Tag Archives: ed vaizey

Society of Chief Librarians Re-Imagining Libraries Seminar

Today The Society of Chief Librarians held the first day of a two day seminar entitled “Re-imagining the public library offer”. Without any information on the UK SCL site about the event, we imagine it is focused on the recent introduction of the key offers supported by SCL.

The keynote address was given by Ed Vaizey, and thanks to the tweeting of a number of attendees we were able to follow the key points from it. He:
  • Commented on the idea that good news stories, such as new libraries and initiatives don’t make it into the headlines.
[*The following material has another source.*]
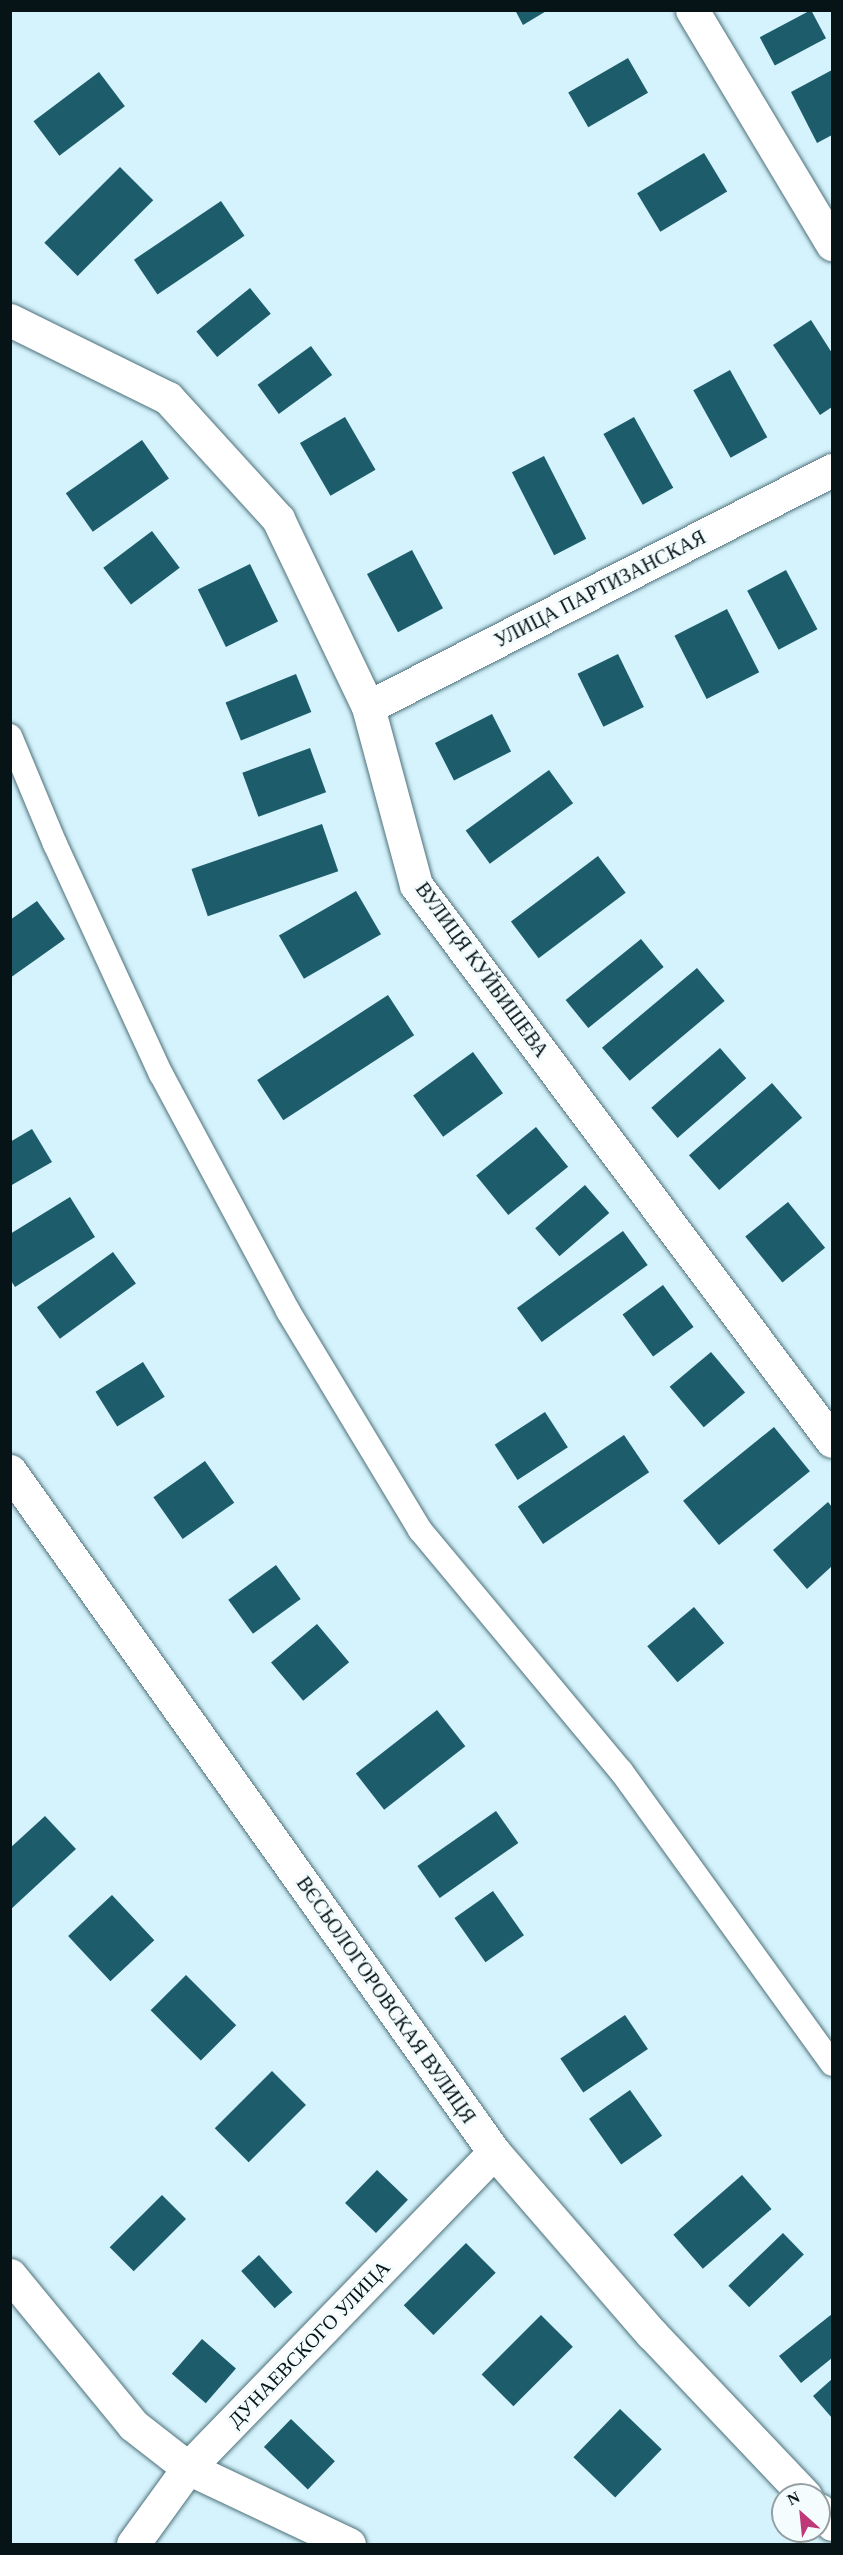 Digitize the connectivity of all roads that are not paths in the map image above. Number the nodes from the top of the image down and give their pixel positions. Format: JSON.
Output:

Yes, it’s true that stories about closures and cuts feature in the news (as they should, because people are rightly annoyed by them), but on the other hand there were also plenty of headlines featuring the flagship libraries such as those in Birmingham and Liverpool and other celebratory headlines.
  • Indicated that there should be annual accountability for libraries in England.
  • Said the Public Libraries Act wouldn’t be replaced, but statutory duty must remain.
  • Mentioned that extending PLR to ebooks loaned off-premises was being considered.
  • Expressed how difficult it was to engage other ministers in the work of libraries.
  • Saw the benefits of leaving public libraries under the umbrella of Arts Council England as a way reinforce the cultural focus of libraries and leverage funds.
  • Dreams of a development agency for libraries.
Questions that were raised throughout the sessions today included:
  • Do CIPFA library statistics measure all that is needed to be measured in public libraries? We would say not – not only because people are now accessing library services in new ways that aren’t accounted for in the statistics, but also because the qualitative value of library use isn’t currently measured.
  • Should we reintroduce library standards, and what role should they play? We would highlight that as other countries in the UK have library standards why shouldn’t English libraries? Without them public library authorities are testing how far they can abuse the “comprehensive and efficient” “for all” aspects of the 1964 Act.
Many of these issues could be addressed with the reintroduction of the Advisory Council on Libraries (or a similar pro-active body) and public library standards. ACL could act as a single development agency for libraries in England with a holistic approach to libraries, rather than the current situation where a number of agencies, with their own limited focus take responsibility for developing different strands of public libraries with limited effectiveness. The reintroduction of appropriate library standards would help ensure that citizens are provided with a library service that does not aim for the lowest common denominator under the banner of “comprehensive and efficient”.
Other sessions highlighted the value of libraries across society, and even though they were all worthwhile and many did sit well with a library perspsective, some of them were attempting to shoehorn libraries into roles that would need more development, consideration and research before being recommended. It makes us wonder if the core aims of libraries are being lost by those in power in an attempt to redefine the purpose of a library at all cost?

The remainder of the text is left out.